Corruption scandals implicating the past two administrations and all three main political parties have helped create favourable conditions for independent candidates, according to Harry Brown, director of the International Centre for Political and Social Studies, a Panamanian institute.
“There is going to be an important group of independent candidates that will get into the National Assembly,” Brown told Al Jazeera.
Panama has been marked in recent years by the Panama Papers tax evasion and corruption revelations, the Odebrecht construction conglomerate’s bribes and kickbacks to Latin American politicians, and a series of scandals involving nepotism and corruption in the National Assembly.
The context of the scandals may boost independent candidates, but there is little substantial difference among the actual platforms of independents and the three main political parties, according to many analysts.
“We sum it up like this: in Panama, we vote but we do not choose, and we do not choose because there is no diversity of options,” said Brown.
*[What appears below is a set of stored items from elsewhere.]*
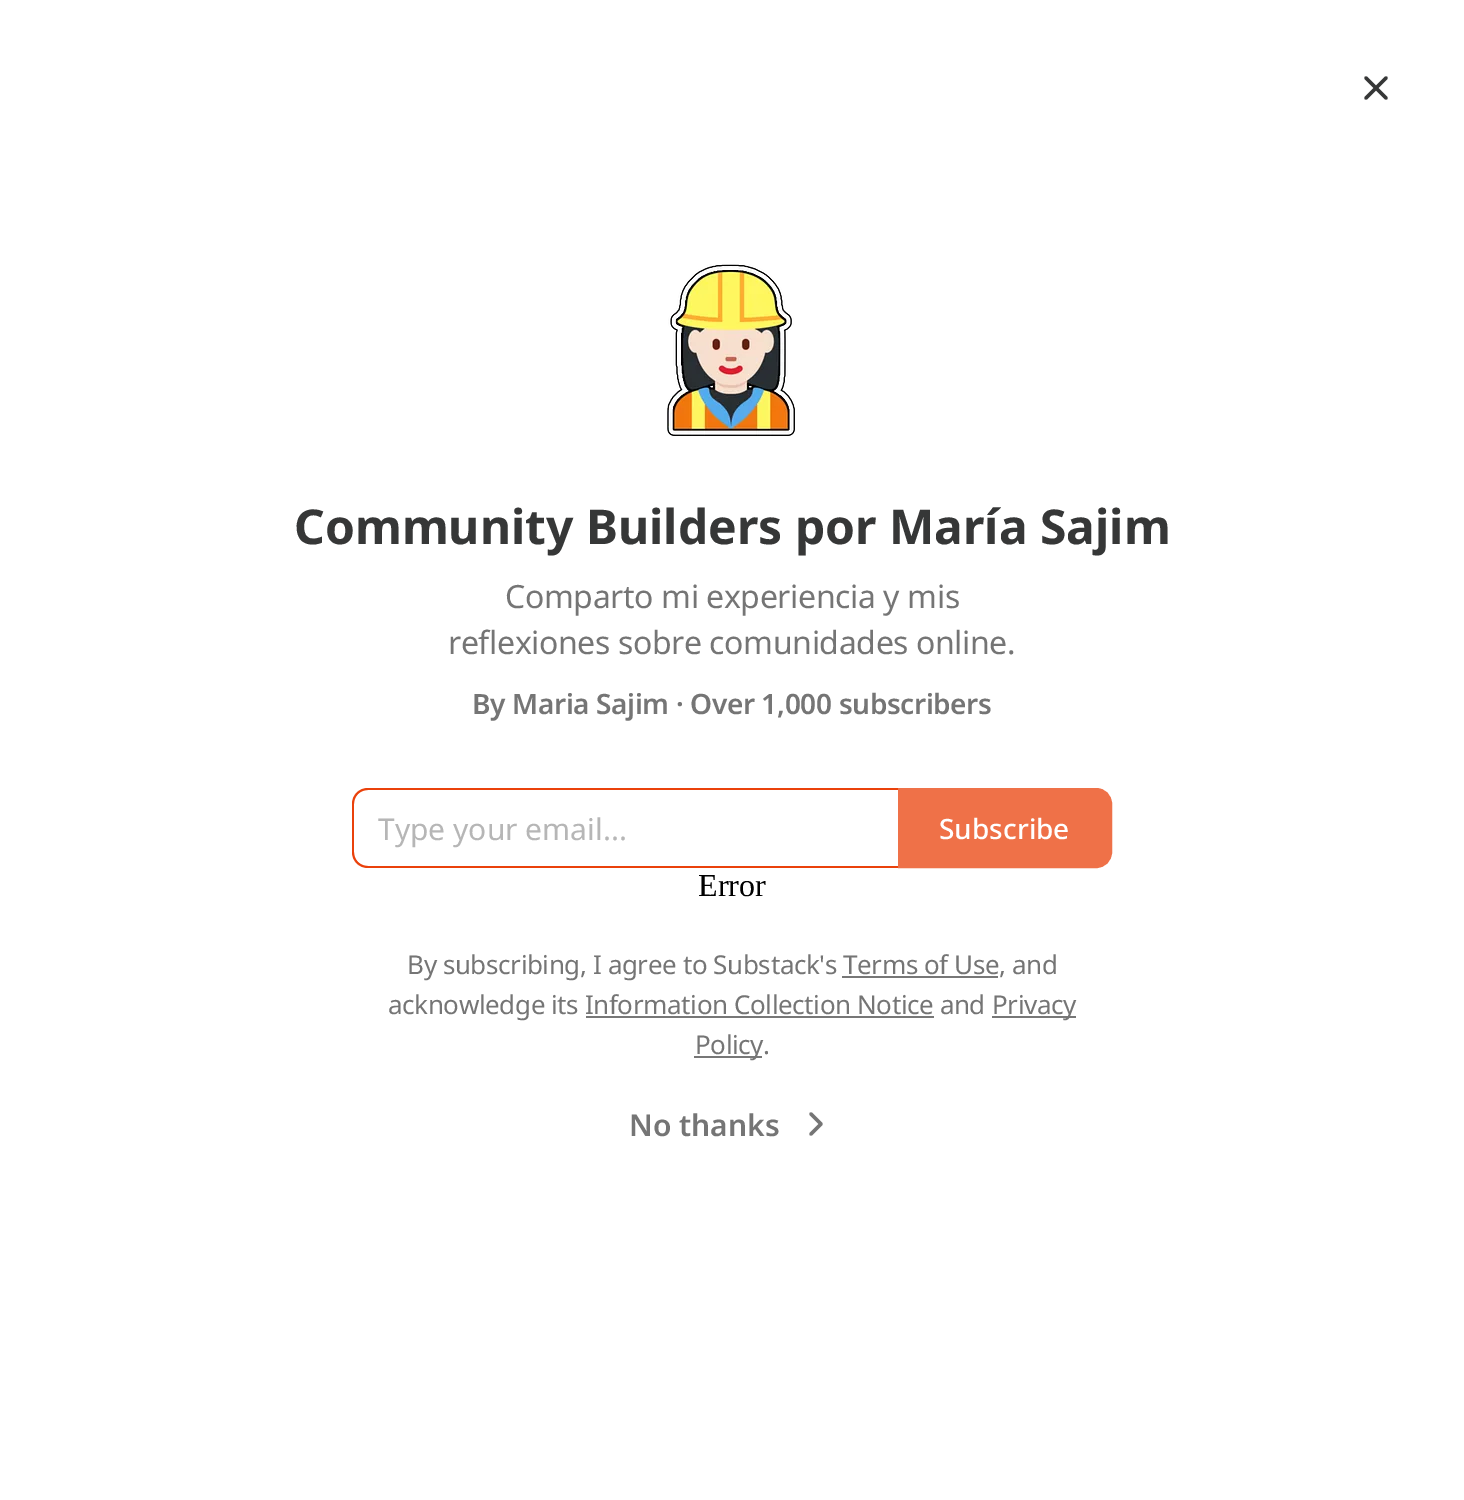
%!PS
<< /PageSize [1464 1500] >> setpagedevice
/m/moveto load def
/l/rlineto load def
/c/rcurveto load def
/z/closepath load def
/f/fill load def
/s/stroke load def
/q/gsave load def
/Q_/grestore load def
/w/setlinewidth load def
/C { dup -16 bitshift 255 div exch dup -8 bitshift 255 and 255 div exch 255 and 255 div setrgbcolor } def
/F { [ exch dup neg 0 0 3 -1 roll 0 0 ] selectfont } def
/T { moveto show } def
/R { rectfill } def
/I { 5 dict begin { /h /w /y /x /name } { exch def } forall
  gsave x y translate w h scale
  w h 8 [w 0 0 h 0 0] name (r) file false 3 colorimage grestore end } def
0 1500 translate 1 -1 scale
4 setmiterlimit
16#FFFFFF C
0 0 1464 1500 R
16#363737 C
3.3 w
1 setlinecap
1 setlinejoin
1386 78 m -20 20 l 1366 78 m 20 20 l s
(1.rgb) 667 264 128 172 I
/NotoSans-Bold 48 F
(Community Builders por María Sajim) 294 544 T
/NotoSans-Regular 32 F
16#757575 C
505 608 m -.4 0 (Comparto mi experiencia y mis) ashow
448 654 m -.4 0 (reflexiones sobre comunidades online.) ashow
/NotoSans-SemiBold 28 F
472 714 m -.35 0 (By Maria Sajim · Over 1,000 subscribers) ashow
16#EA410B C
368 788 m 530 0 l 0 80 l -530 0 l -9 0 -16 -7 -16 -16 c 0 -48 l 0 -9 7 -16 16 -16 c z 368 790 m 530 0 l 0 76 l -530 0 l -8 0 -14 -6 -14 -14 c 0 -48 l 0 -8 6 -14 14 -14 c z eofill
/NotoSans-Regular 30 F
16#B6B6B6 C
(Type your email...) 378 840 T
16#EF7148 C
899 789 m 197 0 l 8.5 0 15 6.5 15 15 c 0 48 l 0 8.5 -6.5 15 -15 15 c -197 0 l z q f Q_
2 w
0 setlinecap
0 setlinejoin
s
/NotoSans-Medium 28 F
16#FFFFFF C
(Subscribe) 939 839 T
/LiberationSerif-Regular 32 F
16#000000 C
(Error) 698 896 T
/NotoSans-Regular 26 F
16#757575 C
407 974 m -.4 0 (By subscribing, I agree to Substack's Terms of Use, and) ashow
16#777777 C
842 976 156 2 R
16#757575 C
388 1014 m -.4 0 (acknowledge its Information Collection Notice and) ashow
16#777777 C
992 1016 84 2 R
16#757575 C
992 1014 m -.4 0 (Privacy) ashow
16#777777 C
586 1016 348 2 R
694 1056 68 2 R
16#757575 C
695 1054 m -.4 0 (Policy.) ashow
/NotoSans-SemiBold 30 F
(No thanks) 629 1136 T
3.3 w
1 setlinecap
1 setlinejoin
811 1134 m 10 -10 l -10 -10 l s
showpage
Sunday’s general elections are the first since significant electoral reforms in 2017, which led to this year’s short two-month campaign period and increased regulation of campaign financing and reporting requirements.
Campaigns have faced greater restrictions, but enfranchisement has not. Panama’s 14,000 inmates can vote in 19 prisons around the country, albeit only for president. The election tribunal extended the validity of expired national identification cards to allow their use on voting day, and also permitted applicants for new ID cards to pick them up until the eve of the elections.
High voter turnout is expected, but indigenous and Afro-descendant Panamanians are underrepresented on the ballots, as are women. Fewer than 20 percent of candidates are women, and only one of seven presidential candidates is a woman.
“The quota is still not what we hoped for,” Sharon Pringle, a member of Voices of Afro-descendant Women of Panama, told Al Jazeera.
“There are many qualified women. They are not taken into account,” she said.
The results of the presidential race are expected on Sunday evening. The president-elect will take office on July 1.